Descendants of black Snohomish County citizens uncover history

Manima Wilson was the first African-American to graduate from Everett High School in 1907. This is her high school graduation photo. (Courtesy Black Heritage Society)

Marian Harrison and Marilyn Quincy may not think of themselves as historians, but that’s exactly what they are.

They have turned to century-old newspapers, business directories, census reports, tax records, graveyards and their own memories to recover the stories of some of Snohomish County’s earliest African-American residents. Their work started as a way to pass on forgotten family history but soon expanded to include all of the county’s black pioneers — lives that have largely been overlooked by earlier historians.

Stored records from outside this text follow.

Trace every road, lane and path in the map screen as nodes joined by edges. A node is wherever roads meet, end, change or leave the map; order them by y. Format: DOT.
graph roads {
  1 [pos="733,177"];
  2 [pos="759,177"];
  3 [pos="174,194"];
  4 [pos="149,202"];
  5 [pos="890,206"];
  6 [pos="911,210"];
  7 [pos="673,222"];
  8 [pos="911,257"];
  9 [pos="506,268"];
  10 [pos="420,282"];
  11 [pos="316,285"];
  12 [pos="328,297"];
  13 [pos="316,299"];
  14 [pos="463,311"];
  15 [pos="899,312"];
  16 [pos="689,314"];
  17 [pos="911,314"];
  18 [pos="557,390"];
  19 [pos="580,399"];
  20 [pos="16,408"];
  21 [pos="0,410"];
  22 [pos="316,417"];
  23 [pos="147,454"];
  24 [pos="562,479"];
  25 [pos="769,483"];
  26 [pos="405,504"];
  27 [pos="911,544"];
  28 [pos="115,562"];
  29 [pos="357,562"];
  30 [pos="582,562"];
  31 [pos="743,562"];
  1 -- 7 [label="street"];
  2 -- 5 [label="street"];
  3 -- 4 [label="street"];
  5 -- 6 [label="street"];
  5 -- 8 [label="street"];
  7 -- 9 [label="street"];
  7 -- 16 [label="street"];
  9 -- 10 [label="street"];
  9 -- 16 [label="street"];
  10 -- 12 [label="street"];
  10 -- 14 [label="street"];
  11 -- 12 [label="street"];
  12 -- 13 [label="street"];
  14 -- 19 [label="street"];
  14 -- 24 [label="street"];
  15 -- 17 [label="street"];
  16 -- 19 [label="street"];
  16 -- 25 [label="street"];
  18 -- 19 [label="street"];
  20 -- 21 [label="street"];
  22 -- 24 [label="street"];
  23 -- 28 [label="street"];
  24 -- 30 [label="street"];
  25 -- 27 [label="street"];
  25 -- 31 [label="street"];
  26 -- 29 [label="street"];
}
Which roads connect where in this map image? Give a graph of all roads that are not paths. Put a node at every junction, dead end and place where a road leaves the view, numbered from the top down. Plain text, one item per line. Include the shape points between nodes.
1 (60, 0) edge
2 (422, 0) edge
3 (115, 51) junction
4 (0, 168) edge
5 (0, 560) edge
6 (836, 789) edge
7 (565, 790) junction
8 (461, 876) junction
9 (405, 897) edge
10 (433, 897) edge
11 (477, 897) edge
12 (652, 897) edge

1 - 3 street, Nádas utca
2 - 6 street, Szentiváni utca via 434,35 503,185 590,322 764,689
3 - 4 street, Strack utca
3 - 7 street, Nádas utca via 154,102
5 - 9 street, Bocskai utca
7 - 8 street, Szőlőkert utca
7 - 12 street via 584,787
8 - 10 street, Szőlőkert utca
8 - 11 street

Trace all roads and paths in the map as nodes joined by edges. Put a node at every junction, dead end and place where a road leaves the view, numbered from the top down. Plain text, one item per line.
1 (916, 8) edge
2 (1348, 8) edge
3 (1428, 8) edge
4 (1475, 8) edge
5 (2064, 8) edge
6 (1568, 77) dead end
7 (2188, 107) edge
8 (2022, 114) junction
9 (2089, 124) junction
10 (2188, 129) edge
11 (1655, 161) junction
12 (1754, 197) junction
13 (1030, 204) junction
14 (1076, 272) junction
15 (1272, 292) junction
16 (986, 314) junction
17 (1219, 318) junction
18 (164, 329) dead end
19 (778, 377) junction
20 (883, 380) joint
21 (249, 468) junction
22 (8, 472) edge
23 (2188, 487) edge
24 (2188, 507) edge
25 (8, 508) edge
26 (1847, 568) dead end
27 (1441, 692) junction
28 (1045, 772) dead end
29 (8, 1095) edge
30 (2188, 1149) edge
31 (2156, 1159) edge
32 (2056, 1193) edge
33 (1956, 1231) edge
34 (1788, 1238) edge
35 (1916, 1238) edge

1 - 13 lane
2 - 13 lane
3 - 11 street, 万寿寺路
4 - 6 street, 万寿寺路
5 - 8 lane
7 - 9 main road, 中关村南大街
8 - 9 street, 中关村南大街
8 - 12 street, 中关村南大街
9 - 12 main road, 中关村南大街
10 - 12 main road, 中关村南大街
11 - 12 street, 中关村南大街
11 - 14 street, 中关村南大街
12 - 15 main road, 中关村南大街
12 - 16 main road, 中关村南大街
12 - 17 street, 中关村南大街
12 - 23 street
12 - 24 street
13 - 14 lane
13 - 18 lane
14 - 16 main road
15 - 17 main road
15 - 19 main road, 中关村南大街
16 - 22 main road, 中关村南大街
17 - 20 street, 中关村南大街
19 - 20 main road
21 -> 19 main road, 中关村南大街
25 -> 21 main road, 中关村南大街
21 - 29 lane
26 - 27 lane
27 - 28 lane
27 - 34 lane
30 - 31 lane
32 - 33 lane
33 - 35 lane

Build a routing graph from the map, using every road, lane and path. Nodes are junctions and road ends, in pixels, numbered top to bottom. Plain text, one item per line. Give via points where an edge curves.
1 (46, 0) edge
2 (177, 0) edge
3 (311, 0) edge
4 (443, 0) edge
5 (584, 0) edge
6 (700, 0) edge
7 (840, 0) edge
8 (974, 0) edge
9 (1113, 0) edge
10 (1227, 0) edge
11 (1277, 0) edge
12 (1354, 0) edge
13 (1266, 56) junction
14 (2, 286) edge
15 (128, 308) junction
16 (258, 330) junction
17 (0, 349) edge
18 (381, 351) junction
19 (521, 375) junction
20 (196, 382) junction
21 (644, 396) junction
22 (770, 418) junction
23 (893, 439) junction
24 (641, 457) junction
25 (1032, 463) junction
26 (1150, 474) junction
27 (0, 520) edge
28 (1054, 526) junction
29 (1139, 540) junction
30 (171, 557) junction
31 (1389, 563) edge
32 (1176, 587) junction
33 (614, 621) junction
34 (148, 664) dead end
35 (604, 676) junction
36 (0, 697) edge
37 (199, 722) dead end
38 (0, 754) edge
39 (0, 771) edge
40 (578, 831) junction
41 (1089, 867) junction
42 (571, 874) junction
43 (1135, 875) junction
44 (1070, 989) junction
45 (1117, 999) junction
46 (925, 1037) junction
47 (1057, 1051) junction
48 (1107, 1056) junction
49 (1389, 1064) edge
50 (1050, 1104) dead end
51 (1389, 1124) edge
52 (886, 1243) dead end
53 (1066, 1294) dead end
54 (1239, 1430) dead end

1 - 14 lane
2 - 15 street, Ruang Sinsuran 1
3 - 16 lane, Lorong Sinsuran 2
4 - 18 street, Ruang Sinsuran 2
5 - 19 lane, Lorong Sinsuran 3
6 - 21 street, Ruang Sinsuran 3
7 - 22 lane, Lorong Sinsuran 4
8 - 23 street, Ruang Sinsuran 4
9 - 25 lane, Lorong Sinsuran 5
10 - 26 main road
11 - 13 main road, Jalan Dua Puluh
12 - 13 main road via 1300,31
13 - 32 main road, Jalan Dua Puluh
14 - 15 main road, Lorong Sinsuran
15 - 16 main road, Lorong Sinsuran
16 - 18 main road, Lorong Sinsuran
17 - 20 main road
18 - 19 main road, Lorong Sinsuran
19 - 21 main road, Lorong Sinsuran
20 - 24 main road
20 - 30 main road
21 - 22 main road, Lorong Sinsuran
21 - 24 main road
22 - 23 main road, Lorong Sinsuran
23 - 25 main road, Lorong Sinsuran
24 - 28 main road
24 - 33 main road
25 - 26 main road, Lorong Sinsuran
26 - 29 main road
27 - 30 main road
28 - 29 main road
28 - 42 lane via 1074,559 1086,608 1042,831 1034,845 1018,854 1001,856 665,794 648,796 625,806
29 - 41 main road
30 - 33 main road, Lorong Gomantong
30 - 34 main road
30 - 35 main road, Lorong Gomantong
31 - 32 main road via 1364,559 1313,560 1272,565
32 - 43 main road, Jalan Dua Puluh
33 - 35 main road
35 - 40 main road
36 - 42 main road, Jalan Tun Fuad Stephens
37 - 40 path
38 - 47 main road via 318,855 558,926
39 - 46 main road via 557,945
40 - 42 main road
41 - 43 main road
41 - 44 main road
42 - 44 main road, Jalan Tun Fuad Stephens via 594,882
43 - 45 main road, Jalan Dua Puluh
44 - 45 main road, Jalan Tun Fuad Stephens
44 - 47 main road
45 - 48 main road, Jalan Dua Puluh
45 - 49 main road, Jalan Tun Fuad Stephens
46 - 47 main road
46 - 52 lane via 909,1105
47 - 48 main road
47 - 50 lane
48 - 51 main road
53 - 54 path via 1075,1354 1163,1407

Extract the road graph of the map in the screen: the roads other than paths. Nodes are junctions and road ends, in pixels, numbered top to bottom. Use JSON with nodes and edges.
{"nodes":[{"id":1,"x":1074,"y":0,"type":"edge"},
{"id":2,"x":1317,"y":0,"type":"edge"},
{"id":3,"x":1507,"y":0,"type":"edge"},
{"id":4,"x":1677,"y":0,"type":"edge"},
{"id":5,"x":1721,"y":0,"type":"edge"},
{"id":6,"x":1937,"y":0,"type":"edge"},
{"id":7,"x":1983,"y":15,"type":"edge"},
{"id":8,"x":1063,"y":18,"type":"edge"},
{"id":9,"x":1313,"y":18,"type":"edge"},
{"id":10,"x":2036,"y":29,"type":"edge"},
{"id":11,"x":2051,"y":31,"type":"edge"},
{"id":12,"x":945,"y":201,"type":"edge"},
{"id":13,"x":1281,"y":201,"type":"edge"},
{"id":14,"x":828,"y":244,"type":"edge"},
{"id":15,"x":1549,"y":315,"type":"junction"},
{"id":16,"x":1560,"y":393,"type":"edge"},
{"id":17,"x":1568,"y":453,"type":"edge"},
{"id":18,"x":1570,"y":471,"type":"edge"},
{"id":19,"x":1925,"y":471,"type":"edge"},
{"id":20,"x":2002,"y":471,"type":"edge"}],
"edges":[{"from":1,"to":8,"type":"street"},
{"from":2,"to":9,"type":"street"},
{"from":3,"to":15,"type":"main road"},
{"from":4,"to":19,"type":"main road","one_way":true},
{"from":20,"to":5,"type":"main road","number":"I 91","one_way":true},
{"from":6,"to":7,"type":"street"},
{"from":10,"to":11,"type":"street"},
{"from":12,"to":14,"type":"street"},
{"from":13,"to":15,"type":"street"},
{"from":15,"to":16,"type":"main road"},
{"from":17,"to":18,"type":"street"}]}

“I knew my family had been there when Washington became a state,” Quincy said. “I looked up the 1889 census and found that there were three black families in Snohomish County: The Stewarts in Snohomish, the Richardsons in Monroe and the Udells in the Edmonds area.”

Though the information is limited, local historians have found a common narrative for black migration to Snohomish County: Early African-Americans looking to start anew after the demise of slavery settled here to find freedom, gain employment and own land.

The local searches have turned up small yet important facts that reveal the lives of these early residents. For example:

Louisa “Nellie” Donaldson (1849-?) owned the Everett Avenue grocery store and helped found the Second Baptist Church in Everett. George W. Norwood Jr. (1890-1957) served as a soldier in World War I before settling near Arlington. William P. Shafroth (1861-1922) was a Snohomish postman, vegetable farmer and justice of the peace. Jennie Samuels (1868-1948) was a women’s club organizer and tourist home operator for black travelers in Everett.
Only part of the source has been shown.